El liberalismo y sus enemigos en el Fausto de Thomas Mann

Las tensiones entre opuestos son el origen de esa fecundidad de ideas que emana del mundo ficticio del Doktor Faustus de Thomas Mann. Las hay entre la ciencia y las humanidades, entre las humanidades y la teología, entre la vida burguesa y la vida bohemia, entre la civilización y la barbarie, entre la palabra y la música, entre la religión y el socialismo, entre el humanismo y la religión o entre el humanismo y la revolución, entre el equilibrio y lo radical en la política, entre la razón y la magia, entre el arte como educación para las masas o el arte como producto del espíritu imposible de rebajarse al nivel comunitario, entre lo bueno y lo demoniaco, y así en una serie de dicotomías que recorren la novela como quien tensa muchas cuerdas por sus extremos para obtener sonidos al tocarlas. Es una técnica también empleada en otras obras de Thomas Mann y que no se circunscribe sólo a los diálogos que estos temas suscitan sino que forman cuerpo en los personajes mismos, como en el caso de las hermanas Inés y Clarisa, ambas materializaciones ficticias del fracaso de la vida burguesa y de la vida bohemia, espejo invertido y trágico de los parabienes y ensoñaciones que se les asocia a estos dos tipos de vida: la comodidad, la tranquilidad, el amor conyugal y los hijos, frente a la libertad, alegría, el amor sin compromiso y el reconocimiento del público. Estas dicotomías forjan personajes, sus vidas son ejemplos de ellas, pero también sus dudas y conflictos como en el caso indudable del biografiado Adrián Leverkühn, el gran artista que alberga dentro de sí las batallas mistificadas entre el bien y el mal, la razón y la locura, la genialidad y el desamparo. 
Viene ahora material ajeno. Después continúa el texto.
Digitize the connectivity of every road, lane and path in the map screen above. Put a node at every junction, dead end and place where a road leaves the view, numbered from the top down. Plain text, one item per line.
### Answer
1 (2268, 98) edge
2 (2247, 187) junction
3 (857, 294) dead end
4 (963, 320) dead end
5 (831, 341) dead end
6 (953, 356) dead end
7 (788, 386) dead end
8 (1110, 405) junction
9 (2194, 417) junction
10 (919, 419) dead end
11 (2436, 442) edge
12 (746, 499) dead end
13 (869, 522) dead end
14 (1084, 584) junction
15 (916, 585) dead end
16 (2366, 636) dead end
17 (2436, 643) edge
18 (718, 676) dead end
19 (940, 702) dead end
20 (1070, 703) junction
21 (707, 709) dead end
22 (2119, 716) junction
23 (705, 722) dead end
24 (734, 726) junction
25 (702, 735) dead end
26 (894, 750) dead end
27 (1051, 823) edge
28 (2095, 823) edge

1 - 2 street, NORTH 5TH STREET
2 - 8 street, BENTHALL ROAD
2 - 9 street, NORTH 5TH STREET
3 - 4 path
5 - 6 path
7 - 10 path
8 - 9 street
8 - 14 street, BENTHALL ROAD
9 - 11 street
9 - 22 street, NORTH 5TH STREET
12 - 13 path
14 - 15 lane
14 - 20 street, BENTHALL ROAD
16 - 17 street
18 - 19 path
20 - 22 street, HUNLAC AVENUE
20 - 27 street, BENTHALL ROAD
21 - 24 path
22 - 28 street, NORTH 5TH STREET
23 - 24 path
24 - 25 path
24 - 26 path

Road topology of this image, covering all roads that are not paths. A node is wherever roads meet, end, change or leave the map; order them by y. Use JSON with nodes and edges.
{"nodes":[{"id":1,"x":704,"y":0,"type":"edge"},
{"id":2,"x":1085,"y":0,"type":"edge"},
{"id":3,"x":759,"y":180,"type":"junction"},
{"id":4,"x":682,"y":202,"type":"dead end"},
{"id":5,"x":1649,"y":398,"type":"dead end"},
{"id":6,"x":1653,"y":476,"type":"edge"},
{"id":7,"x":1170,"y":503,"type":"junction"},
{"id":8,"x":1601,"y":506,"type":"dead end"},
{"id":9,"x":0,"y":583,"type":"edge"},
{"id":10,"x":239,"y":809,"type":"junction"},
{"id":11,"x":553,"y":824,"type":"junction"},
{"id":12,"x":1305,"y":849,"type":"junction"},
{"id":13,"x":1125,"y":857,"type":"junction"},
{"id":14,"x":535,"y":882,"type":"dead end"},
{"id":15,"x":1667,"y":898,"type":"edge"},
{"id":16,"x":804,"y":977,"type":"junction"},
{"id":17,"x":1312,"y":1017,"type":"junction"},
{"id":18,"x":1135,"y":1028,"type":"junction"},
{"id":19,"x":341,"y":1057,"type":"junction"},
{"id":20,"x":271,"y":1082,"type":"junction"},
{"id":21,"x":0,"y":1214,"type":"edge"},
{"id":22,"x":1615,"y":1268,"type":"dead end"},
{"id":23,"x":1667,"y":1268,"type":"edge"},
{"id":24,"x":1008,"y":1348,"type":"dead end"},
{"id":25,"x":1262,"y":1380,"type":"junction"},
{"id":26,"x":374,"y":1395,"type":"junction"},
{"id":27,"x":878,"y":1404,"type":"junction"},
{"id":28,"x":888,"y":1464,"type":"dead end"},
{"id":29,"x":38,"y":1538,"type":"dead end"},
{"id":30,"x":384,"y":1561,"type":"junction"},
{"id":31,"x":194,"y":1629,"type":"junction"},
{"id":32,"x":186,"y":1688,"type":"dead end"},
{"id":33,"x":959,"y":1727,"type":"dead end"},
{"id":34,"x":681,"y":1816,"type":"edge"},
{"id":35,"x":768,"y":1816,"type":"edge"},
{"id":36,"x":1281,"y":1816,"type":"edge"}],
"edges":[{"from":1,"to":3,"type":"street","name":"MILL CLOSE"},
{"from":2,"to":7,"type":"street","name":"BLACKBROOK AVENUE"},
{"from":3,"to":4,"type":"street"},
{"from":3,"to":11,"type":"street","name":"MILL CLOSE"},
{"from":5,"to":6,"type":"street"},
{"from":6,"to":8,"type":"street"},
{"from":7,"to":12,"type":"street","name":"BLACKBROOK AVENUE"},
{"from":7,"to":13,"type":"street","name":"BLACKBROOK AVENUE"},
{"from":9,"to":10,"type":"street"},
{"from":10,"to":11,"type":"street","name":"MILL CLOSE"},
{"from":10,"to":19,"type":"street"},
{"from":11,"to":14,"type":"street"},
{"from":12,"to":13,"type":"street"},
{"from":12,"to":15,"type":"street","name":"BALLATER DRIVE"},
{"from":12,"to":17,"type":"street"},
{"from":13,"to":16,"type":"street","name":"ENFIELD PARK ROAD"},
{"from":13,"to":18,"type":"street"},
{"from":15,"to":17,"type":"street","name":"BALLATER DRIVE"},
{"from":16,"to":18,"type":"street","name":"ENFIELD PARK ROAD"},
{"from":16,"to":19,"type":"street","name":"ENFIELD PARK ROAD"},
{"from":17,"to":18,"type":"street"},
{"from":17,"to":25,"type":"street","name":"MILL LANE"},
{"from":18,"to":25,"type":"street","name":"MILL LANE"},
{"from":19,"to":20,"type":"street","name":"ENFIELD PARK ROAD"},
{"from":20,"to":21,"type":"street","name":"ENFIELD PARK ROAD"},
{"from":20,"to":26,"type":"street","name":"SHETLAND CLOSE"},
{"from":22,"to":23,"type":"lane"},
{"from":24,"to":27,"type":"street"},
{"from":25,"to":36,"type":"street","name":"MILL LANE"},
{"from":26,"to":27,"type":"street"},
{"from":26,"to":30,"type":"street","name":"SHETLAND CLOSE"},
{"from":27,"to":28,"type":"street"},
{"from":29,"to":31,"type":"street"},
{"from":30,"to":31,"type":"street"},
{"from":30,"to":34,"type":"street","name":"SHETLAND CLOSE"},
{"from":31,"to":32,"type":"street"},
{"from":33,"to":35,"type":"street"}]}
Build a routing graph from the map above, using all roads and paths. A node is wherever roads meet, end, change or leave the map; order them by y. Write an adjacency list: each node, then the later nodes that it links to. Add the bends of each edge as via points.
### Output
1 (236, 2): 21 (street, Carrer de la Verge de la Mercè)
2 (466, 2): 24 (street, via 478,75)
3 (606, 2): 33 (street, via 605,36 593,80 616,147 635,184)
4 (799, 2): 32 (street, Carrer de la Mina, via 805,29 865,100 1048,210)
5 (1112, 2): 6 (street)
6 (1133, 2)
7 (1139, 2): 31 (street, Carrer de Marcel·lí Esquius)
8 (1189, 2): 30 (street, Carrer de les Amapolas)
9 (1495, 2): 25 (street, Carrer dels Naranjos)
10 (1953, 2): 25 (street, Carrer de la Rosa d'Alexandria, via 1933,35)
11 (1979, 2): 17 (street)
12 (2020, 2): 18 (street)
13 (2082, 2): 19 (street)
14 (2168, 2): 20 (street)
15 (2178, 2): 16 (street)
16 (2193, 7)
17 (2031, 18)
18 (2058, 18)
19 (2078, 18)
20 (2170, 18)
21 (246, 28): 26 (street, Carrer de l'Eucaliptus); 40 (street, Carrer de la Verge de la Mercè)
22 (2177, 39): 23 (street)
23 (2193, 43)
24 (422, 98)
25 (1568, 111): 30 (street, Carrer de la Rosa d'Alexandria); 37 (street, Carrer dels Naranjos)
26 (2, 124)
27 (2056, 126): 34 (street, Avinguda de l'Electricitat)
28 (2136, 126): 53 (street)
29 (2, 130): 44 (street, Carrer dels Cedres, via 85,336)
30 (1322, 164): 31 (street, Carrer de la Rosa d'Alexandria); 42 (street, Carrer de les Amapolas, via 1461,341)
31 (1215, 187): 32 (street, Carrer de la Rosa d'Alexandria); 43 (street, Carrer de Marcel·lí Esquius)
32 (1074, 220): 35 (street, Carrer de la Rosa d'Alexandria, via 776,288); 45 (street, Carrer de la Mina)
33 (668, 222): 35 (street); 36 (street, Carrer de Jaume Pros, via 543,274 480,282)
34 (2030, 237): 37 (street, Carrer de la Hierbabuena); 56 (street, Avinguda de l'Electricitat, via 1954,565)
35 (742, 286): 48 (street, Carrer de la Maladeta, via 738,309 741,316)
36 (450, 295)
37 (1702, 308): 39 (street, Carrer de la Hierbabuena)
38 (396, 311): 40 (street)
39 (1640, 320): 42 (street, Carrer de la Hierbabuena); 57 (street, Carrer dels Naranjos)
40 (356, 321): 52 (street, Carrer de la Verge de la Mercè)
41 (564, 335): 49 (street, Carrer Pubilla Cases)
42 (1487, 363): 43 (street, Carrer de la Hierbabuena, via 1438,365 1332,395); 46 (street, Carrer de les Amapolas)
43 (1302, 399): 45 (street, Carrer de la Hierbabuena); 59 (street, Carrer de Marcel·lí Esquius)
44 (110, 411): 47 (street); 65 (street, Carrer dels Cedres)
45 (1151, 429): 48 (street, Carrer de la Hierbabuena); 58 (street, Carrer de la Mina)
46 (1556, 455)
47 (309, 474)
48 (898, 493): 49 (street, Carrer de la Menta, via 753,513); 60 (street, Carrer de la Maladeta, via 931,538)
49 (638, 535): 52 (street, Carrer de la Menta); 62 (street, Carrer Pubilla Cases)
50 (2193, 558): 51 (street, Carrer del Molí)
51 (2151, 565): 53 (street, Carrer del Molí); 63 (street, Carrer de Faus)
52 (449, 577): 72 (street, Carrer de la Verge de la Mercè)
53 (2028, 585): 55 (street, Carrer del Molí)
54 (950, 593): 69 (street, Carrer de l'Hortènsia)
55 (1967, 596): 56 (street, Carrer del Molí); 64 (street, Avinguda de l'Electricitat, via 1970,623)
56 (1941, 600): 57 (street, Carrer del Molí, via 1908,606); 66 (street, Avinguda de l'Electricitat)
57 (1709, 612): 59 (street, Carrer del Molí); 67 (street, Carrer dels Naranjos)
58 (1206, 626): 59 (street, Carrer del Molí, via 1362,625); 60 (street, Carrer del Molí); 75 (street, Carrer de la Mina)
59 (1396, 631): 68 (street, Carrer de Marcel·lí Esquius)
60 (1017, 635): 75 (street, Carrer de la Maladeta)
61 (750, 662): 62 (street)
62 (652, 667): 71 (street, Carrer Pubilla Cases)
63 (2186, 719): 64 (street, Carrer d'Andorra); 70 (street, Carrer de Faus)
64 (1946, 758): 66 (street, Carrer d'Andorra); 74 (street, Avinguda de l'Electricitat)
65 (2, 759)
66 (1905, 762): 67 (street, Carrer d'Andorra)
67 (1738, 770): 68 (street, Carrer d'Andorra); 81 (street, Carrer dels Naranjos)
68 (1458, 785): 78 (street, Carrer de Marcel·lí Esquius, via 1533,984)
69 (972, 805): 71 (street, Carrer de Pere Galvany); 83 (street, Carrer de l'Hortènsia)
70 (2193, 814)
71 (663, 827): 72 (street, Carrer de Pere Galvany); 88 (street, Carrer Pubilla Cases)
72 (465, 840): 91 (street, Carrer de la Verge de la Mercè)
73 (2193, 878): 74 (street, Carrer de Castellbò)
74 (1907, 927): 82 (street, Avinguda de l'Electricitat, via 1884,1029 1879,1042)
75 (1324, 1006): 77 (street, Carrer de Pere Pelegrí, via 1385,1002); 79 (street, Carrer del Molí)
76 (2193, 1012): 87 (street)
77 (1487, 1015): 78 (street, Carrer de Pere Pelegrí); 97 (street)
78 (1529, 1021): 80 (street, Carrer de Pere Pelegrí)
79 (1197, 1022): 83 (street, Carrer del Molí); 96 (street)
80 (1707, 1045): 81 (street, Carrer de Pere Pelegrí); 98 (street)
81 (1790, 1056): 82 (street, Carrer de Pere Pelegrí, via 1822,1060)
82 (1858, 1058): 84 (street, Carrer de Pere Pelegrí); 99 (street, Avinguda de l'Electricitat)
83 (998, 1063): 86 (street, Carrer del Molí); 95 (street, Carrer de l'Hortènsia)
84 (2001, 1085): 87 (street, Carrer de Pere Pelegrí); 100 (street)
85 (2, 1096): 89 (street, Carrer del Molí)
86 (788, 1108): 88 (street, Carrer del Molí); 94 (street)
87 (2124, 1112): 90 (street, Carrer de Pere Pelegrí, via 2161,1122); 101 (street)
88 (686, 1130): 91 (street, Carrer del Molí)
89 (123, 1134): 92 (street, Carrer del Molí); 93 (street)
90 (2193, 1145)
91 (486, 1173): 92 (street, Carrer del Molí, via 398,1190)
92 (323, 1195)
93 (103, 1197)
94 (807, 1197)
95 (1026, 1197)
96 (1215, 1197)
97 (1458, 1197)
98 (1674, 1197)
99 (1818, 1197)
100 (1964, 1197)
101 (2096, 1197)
A mí me gustaría incidir en una serie de dicotomías que oponen el liberalismo y la cultura humanista a sus enemigos, en un periodo en el que esta se resentía frente a sus muchos asaltantes y que me recuerda, haciendo un paralelo entre la república española y la de Weimar, a ese artículo de Ortega del El espectador en que lista a los enemigos de la república sin dejar fuera a casi ninguno de los partidos políticos, entregados a las musas del fascismo o el autoritarismo, el nacionalismo o el independentismo, el comunismo soviético o la revolución socialista. Es a través del narrador, Serenus Zeitblom, cuyo nombre indica, como en otros personajes de esta ficción, una característica de su personalidad, que la narración se mantiene unida y en equilibrio ante tantos factores desequilibrantes, tanto los emocionales y dramáticos como los intelectuales y sociales. Aunque sus comentarios políticos son pocos e indirectos, y nunca llegan a ser el centro de la narración, el narrador nos advierte de que la política se estaba metiendo en todas partes y el puro culto a la espiritualidad y a la inteligencia estaba desapareciendo, algo similar, por cierto, a lo que Julián Marías advertía en sus recuerdos sobre la guerra civil española cuando describía el ambiente de obsesión política, capaz de borrar el valor de los argumentos y el juicio artístico por la etiqueta de si se era de derechas o de izquierdas, de los unos o de los otros. Thomas Mann, como gran novelista, integra tensiones similares sin rehuirlas aunque encarándolas desde el ángulo de la tranquilidad burguesa, en donde la perspectiva humanista y liberal del narrador describe de forma secundaria las opiniones que se asocian a estas turbulencias.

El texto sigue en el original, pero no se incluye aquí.